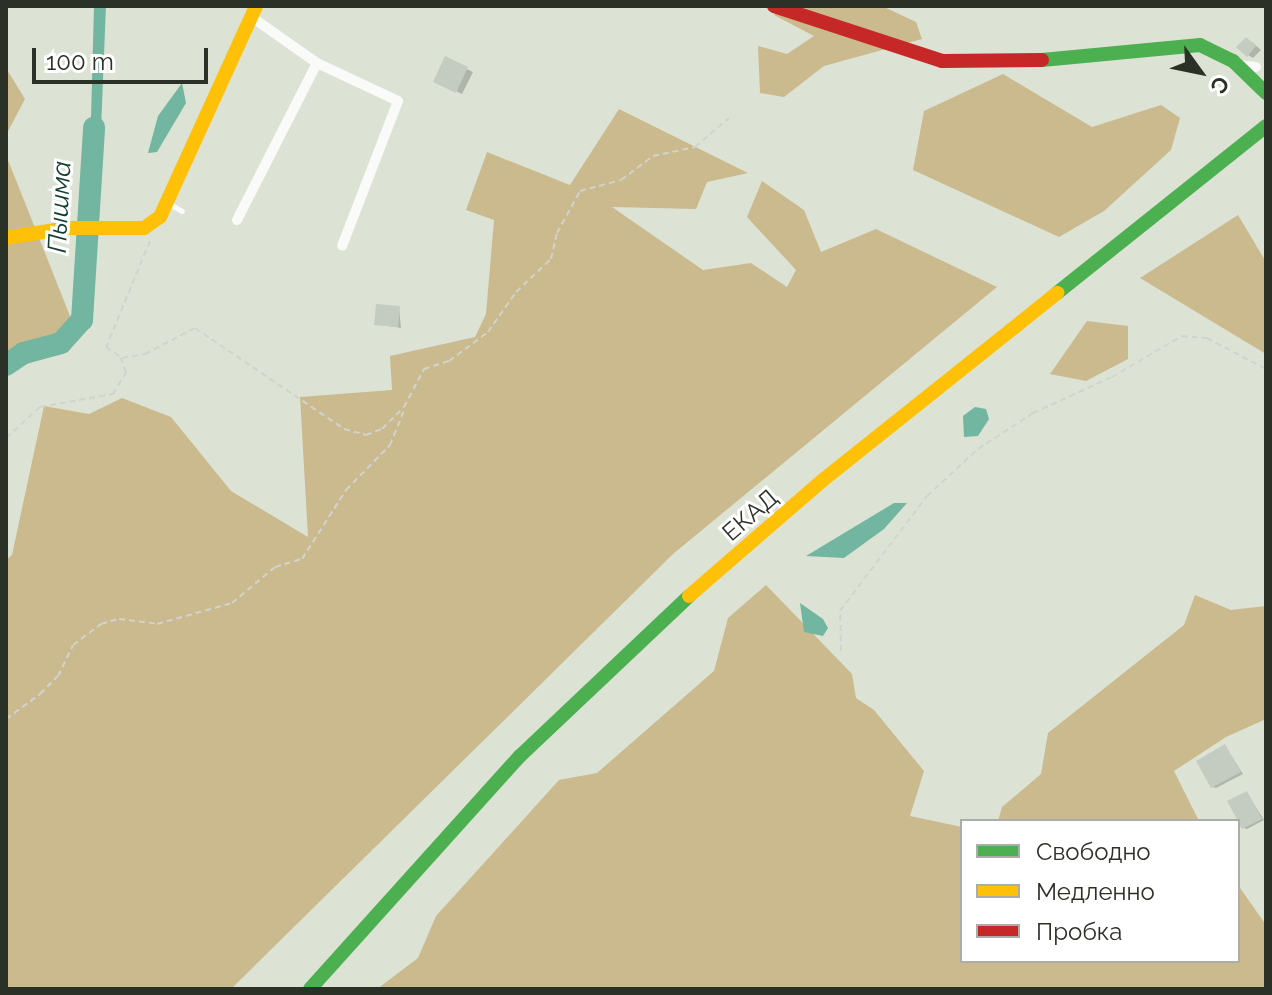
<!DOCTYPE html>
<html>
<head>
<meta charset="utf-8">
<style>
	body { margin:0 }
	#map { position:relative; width:1272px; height:995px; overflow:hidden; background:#dce3d4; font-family:Raleway,sans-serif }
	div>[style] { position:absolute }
	.forest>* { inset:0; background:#caba8e }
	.water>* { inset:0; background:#72b5a0 }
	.shadow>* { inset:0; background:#0003 }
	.river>* { height:22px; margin:-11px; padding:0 11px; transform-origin:11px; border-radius:11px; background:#72b5a0 }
	.building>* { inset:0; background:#c4ccc1 }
	.path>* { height:2px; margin-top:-1px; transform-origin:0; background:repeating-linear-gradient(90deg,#d1d3ce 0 6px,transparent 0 10px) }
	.lane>* { height:5px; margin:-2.5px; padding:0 2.5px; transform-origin:2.5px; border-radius:2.5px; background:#fafbf9 }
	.street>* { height:10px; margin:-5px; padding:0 5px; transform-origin:5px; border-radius:5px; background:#fafbf9 }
	.fast>* { height:14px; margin:-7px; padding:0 7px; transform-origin:7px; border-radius:7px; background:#4caf50 }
	.slow>* { height:14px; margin:-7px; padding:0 7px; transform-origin:7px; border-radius:7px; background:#ffc107 }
	.jam>* { height:14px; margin:-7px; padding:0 7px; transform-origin:7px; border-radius:7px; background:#c62828 }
	span { translate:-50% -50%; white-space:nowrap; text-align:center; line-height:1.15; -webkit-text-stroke:6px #fff; paint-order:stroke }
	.street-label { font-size:24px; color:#2c3127 }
	.water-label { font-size:26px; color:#133d33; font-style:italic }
	.frame { position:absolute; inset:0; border:8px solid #2c3127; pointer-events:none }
	.legend { position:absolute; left:960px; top:819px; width:280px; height:144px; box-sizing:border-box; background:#fff; border:2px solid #abada9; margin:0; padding:10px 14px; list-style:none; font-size:24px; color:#2c3127 }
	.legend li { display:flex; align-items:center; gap:16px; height:40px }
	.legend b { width:40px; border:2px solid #abada9 }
	.north { position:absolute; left:1160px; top:32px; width:80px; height:80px; -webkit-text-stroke:6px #fff; paint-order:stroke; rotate:123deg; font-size:22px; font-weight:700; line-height:32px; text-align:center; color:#2c3127 }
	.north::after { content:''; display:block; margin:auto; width:28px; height:36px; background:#2c3127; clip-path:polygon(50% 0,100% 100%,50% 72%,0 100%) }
	.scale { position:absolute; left:32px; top:48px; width:176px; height:36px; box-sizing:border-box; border:4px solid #2c3127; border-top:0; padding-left:10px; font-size:24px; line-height:28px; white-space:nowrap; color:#2c3127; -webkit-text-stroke:6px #fff; paint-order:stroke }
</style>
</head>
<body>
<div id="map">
	<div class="forest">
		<div style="clip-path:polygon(783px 6px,882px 6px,916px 22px,922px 39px,824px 66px,784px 97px,760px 93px,758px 46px,787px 54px,814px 36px,774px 15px)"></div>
		<div style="clip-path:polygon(6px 68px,25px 99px,6px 135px)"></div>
		<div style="clip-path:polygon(1003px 74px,1092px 127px,1161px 105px,1180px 118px,1171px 150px,1104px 211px,1059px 237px,913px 170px,924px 111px)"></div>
		<div style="clip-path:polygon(619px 109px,748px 173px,707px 182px,696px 209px,612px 207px,703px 270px,751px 263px,787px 287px,796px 270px,747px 217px,762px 181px,804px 210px,821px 252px,876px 229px,997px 287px,673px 554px,231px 989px,6px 989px,6px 560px,12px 555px,44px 406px,89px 414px,122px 398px,171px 417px,231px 491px,308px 537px,300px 397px,392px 390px,390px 356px,475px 337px,486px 314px,494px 220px,466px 210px,487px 152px,570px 185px)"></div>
		<div style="clip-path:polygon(6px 155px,74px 326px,6px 359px)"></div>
		<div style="clip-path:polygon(1238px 215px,1266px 262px,1266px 354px,1140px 278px)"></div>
		<div style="clip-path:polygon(1087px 321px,1128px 326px,1128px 359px,1086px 381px,1050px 374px)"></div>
		<div style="clip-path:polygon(766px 585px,852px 674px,856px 698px,874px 710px,924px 771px,910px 816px,962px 827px,962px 961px,1238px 961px,1238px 885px,1266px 925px,1266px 989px,377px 989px,418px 958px,436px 916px,559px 780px,597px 773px,714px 671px,728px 618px)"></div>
		<div style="clip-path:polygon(1195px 595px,1231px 610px,1266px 606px,1266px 719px,1226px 737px,1174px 771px,1199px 821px,998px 821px,1002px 807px,1041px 774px,1048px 733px,1184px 625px)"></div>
	</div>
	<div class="water">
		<div style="clip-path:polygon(94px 6px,106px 6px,100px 153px,90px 155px)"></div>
		<div style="clip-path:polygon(182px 83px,186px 103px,157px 152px,148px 153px,158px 116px)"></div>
		<div style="clip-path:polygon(975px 407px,986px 409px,989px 419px,978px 436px,964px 437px,963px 416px)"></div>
		<div style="clip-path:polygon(894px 503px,907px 503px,884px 529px,844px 558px,806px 556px)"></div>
		<div style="clip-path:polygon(800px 603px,823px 619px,828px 628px,823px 636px,804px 632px)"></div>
	</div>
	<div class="shadow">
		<div style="clip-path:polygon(1252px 42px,1261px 50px,1253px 58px,1248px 55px)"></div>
		<div style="clip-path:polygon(446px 59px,473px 72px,462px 94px,436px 81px)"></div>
		<div style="clip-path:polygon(399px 308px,401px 328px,376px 324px)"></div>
		<div style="clip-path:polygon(1225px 746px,1243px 774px,1216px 788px,1213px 787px)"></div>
		<div style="clip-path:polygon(1247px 793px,1264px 820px,1247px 829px,1244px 828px)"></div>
	</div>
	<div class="river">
		<div style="left:6px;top:365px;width:22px;rotate:-34deg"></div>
		<div style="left:24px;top:353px;width:38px;rotate:-15deg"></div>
		<div style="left:61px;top:343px;width:31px;rotate:-48deg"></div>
		<div style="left:82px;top:320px;width:193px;rotate:-86.4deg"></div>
	</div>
	<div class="building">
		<div style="clip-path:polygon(1246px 37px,1256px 46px,1247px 57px,1236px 47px)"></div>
		<div style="clip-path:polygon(445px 56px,468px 67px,456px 93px,433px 82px)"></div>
		<div style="clip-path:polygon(376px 304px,400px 306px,398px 327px,374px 325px)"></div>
		<div style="clip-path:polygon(1225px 744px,1241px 772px,1211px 788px,1196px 761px)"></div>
		<div style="clip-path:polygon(1247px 791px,1262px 819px,1242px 829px,1227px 801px)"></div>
	</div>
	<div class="path">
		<div style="left:150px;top:241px;width:115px;rotate:112.5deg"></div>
		<div style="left:106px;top:347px;width:19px;rotate:35deg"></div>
		<div style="left:122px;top:358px;width:23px;rotate:-10deg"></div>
		<div style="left:145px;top:354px;width:56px;rotate:-27.5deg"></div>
		<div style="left:195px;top:328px;width:180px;rotate:34.1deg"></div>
		<div style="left:344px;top:429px;width:23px;rotate:15deg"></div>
		<div style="left:366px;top:435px;width:17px;rotate:-21deg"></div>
		<div style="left:382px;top:429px;width:31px;rotate:-45deg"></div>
		<div style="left:404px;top:407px;width:43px;rotate:-62.2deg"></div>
		<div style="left:424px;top:369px;width:26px;rotate:-18deg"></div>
		<div style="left:449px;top:361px;width:49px;rotate:-36.6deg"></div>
		<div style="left:488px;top:332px;width:49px;rotate:-55deg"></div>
		<div style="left:516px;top:292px;width:48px;rotate:-43.3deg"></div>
		<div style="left:551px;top:259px;width:27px;rotate:-77deg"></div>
		<div style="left:557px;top:233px;width:48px;rotate:-61.3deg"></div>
		<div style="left:580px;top:191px;width:42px;rotate:-15deg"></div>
		<div style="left:621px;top:180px;width:40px;rotate:-37deg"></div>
		<div style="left:653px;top:156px;width:43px;rotate:-12.1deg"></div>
		<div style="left:695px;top:147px;width:45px;rotate:-40.5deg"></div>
		<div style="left:6px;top:438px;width:46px;rotate:-42.4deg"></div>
		<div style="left:40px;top:407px;width:74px;rotate:-10.1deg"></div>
		<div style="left:113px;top:394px;width:26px;rotate:-59deg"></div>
		<div style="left:126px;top:372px;width:15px;rotate:-110deg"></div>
		<div style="left:841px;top:651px;width:40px;rotate:-91.4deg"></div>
		<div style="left:840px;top:611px;width:144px;rotate:-52.9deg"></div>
		<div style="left:927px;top:496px;width:69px;rotate:-42.7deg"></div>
		<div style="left:978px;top:449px;width:66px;rotate:-33.2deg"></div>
		<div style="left:1033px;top:413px;width:87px;rotate:-24.5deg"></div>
		<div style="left:1112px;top:377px;width:81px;rotate:-30.4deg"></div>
		<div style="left:1182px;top:336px;width:25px;rotate:5deg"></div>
		<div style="left:1207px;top:338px;width:67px;rotate:27.7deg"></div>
		<div style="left:6px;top:719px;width:42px;rotate:-36.3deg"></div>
		<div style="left:40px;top:694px;width:25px;rotate:-45deg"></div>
		<div style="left:58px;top:676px;width:34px;rotate:-64deg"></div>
		<div style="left:73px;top:645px;width:35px;rotate:-37deg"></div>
		<div style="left:101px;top:624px;width:19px;rotate:-16deg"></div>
		<div style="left:119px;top:619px;width:38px;rotate:7deg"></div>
		<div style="left:157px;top:624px;width:78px;rotate:-15.6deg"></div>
		<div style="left:232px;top:603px;width:56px;rotate:-39.9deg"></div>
		<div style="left:275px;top:567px;width:28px;rotate:-17deg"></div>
		<div style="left:302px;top:559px;width:82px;rotate:-57.5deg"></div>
		<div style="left:346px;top:490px;width:63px;rotate:-45.6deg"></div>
		<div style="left:390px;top:445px;width:38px;rotate:-68deg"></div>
	</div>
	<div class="lane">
		<div style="left:168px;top:203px;width:16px;rotate:30deg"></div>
	</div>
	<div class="street">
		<div style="left:253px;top:18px;width:78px;rotate:35.1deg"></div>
		<div style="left:317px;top:63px;width:89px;rotate:25.1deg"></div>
		<div style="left:398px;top:101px;width:155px;rotate:111.1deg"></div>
		<div style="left:1238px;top:65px;width:18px;rotate:6deg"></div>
		<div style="left:237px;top:220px;width:176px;rotate:-63deg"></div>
	</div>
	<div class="fast">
		<div style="left:1042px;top:60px;width:159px;rotate:-5.4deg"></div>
		<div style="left:1200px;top:45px;width:37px;rotate:26deg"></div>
		<div style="left:1233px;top:61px;width:46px;rotate:44.1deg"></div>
		<div style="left:1057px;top:293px;width:268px;rotate:-38.6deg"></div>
		<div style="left:310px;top:989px;width:314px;rotate:-48deg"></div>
		<div style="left:520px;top:756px;width:233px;rotate:-43.4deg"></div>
	</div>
	<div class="slow">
		<div style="left:6px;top:238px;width:62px;rotate:-9.3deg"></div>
		<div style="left:67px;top:228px;width:77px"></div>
		<div style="left:144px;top:228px;width:19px;rotate:-35deg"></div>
		<div style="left:160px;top:217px;width:232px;rotate:-65.5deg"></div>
		<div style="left:689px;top:596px;width:177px;rotate:-40.9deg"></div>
		<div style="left:823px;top:480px;width:300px;rotate:-38.6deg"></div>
	</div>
	<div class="jam">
		<div style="left:774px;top:6px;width:177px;rotate:18.1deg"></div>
		<div style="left:942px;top:61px;width:100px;rotate:-0.6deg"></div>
	</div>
	<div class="street-label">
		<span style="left:750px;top:515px;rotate:-41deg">ЕКАД</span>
	</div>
	<div class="water-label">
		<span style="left:60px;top:207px;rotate:-87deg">Пышма</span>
	</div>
	<div class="frame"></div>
	<ul class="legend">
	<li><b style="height:10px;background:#4caf50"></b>Свободно</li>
	<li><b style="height:10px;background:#ffc107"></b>Медленно</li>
	<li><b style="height:10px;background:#c62828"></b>Пробка</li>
	</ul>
	<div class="north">С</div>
	<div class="scale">100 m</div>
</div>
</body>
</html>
__________
Please set down only the lines from the first line of the records above through the line that has "height:5px; margin:-2.5px; padding:0", exactly, and not the pictures.

Task output:
<!DOCTYPE html>
<html>
<head>
<meta charset="utf-8">
<style>
	body { margin:0 }
	#map { position:relative; width:1272px; height:995px; overflow:hidden; background:#dce3d4; font-family:Raleway,sans-serif }
	div>[style] { position:absolute }
	.forest>* { inset:0; background:#caba8e }
	.water>* { inset:0; background:#72b5a0 }
	.shadow>* { inset:0; background:#0003 }
	.river>* { height:22px; margin:-11px; padding:0 11px; transform-origin:11px; border-radius:11px; background:#72b5a0 }
	.building>* { inset:0; background:#c4ccc1 }
	.path>* { height:2px; margin-top:-1px; transform-origin:0; background:repeating-linear-gradient(90deg,#d1d3ce 0 6px,transparent 0 10px) }
	.lane>* { height:5px; margin:-2.5px; padding:0 2.5px; transform-origin:2.5px; border-radius:2.5px; background:#fafbf9 }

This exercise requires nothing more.